The Saccharomyces cerevisiae Dna2 protein involved in Okazaki fragment processing is a multifunctional enzyme. Deletion of its N-terminal 405 amino acids did not cause any loss of the two-enzymatic activities of Dna2; helicase and single-stranded DNA-specific endonuclease. However, cells with a mutant DNA2 allele (dna2D405N) lacking the N-terminal 405 amino acids were severely impaired in growth, being unable to grow at 37 °C, indicating that the N-terminal region contains a domain critical for a cellular function(s) of Dna2. In order to understand the biological role of the N-terminal domain, we examined and compared the enzymological properties of Dna2D405N mutant enzyme with those of wild type one.

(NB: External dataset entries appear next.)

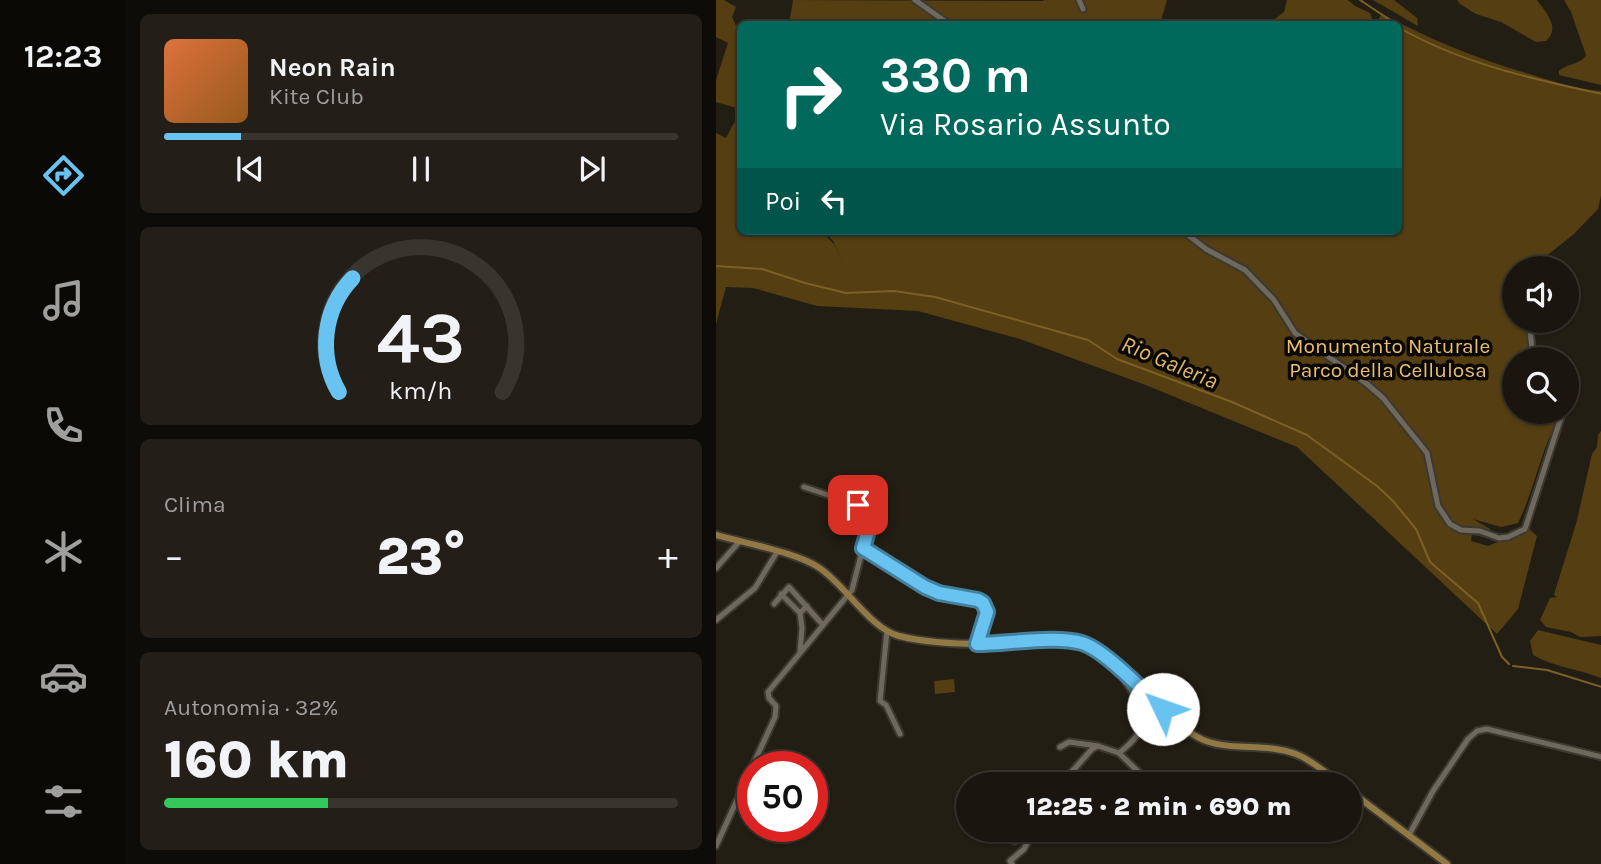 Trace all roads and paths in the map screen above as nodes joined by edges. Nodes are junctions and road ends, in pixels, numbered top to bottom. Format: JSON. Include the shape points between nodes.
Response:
{"nodes":[{"id":1,"x":915,"y":0,"type":"edge"},
{"id":2,"x":1078,"y":0,"type":"edge"},
{"id":3,"x":1083,"y":9,"type":"dead end"},
{"id":4,"x":945,"y":21,"type":"edge"},
{"id":5,"x":1188,"y":235,"type":"edge"},
{"id":6,"x":1559,"y":424,"type":"edge"},
{"id":7,"x":804,"y":487,"type":"dead end"},
{"id":8,"x":716,"y":535,"type":"edge"},
{"id":9,"x":739,"y":542,"type":"junction"},
{"id":10,"x":863,"y":548,"type":"junction"},
{"id":11,"x":777,"y":552,"type":"junction"},
{"id":12,"x":716,"y":568,"type":"edge"},
{"id":13,"x":781,"y":594,"type":"junction"},
{"id":14,"x":848,"y":594,"type":"junction"},
{"id":15,"x":774,"y":604,"type":"dead end"},
{"id":16,"x":807,"y":606,"type":"junction"},
{"id":17,"x":800,"y":613,"type":"junction"},
{"id":18,"x":716,"y":620,"type":"edge"},
{"id":19,"x":822,"y":624,"type":"junction"},
{"id":20,"x":887,"y":631,"type":"junction"},
{"id":21,"x":977,"y":644,"type":"junction"},
{"id":22,"x":800,"y":652,"type":"junction"},
{"id":23,"x":1119,"y":670,"type":"junction"},
{"id":24,"x":900,"y":734,"type":"dead end"},
{"id":25,"x":1098,"y":746,"type":"junction"},
{"id":26,"x":1060,"y":747,"type":"dead end"},
{"id":27,"x":1119,"y":753,"type":"junction"},
{"id":28,"x":1601,"y":757,"type":"edge"},
{"id":29,"x":1071,"y":772,"type":"edge"},
{"id":30,"x":1139,"y":772,"type":"edge"},
{"id":31,"x":1325,"y":772,"type":"edge"},
{"id":32,"x":1362,"y":800,"type":"edge"},
{"id":33,"x":1409,"y":835,"type":"junction"},
{"id":34,"x":1027,"y":842,"type":"edge"},
{"id":35,"x":716,"y":846,"type":"edge"},
{"id":36,"x":1012,"y":864,"type":"edge"},
{"id":37,"x":1447,"y":864,"type":"edge"}],
"edges":[{"from":1,"to":4,"type":"street"},
{"from":2,"to":3,"type":"street"},
{"from":5,"to":6,"type":"street","via":[[1245,270],[1274,300],[1295,332],[1388,403],[1427,453],[1439,510],[1457,529],[1501,538],[1525,529]]},
{"from":7,"to":10,"type":"street","via":[[866,509],[869,522]]},
{"from":8,"to":9,"type":"main road"},
{"from":9,"to":11,"type":"main road"},
{"from":9,"to":12,"type":"street"},
{"from":10,"to":14,"type":"street"},
{"from":10,"to":21,"type":"street","via":[[925,587],[982,601],[987,612]]},
{"from":11,"to":14,"type":"main road","via":[[817,566]]},
{"from":11,"to":18,"type":"street","via":[[757,585]]},
{"from":13,"to":15,"type":"street"},
{"from":13,"to":16,"type":"street","via":[[789,587]]},
{"from":13,"to":17,"type":"street"},
{"from":14,"to":19,"type":"street"},
{"from":14,"to":20,"type":"main road"},
{"from":16,"to":17,"type":"street"},
{"from":16,"to":19,"type":"street"},
{"from":17,"to":22,"type":"street"},
{"from":19,"to":22,"type":"street"},
{"from":20,"to":21,"type":"main road","via":[[903,637]]},
{"from":20,"to":24,"type":"street","via":[[880,701]]},
{"from":21,"to":23,"type":"main road","via":[[1074,641],[1092,648]]},
{"from":22,"to":35,"type":"street","via":[[768,692],[776,706],[775,718]]},
{"from":23,"to":27,"type":"street","via":[[1143,719],[1136,738]]},
{"from":23,"to":31,"type":"main road","via":[[1196,736],[1220,744],[1293,753]]},
{"from":25,"to":26,"type":"street","via":[[1069,742]]},
{"from":25,"to":27,"type":"street"},
{"from":25,"to":29,"type":"street"},
{"from":27,"to":30,"type":"street"},
{"from":28,"to":33,"type":"street","via":[[1487,729],[1477,731],[1433,791]]},
{"from":32,"to":33,"type":"main road"},
{"from":33,"to":37,"type":"main road"},
{"from":34,"to":36,"type":"street"}]}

The two proteins displayed differences in efficiency of substrate utilization. In addition, the N-terminal region was specifically phosphorylated by Cdc7/Dbf4 kinase complex and Rad53, a kinase that is activated upon DNA damage. Consistent with this, either Cdc7 or Dbf4 rescued the temperature growth defect caused by the N-terminal deletion. This suggests a potential linking between DNA replication and cell cycle regulation. We are currently investigating the influence of phosphorylation on the enzyme activities of Dna2 and its relevance to cell cycle control.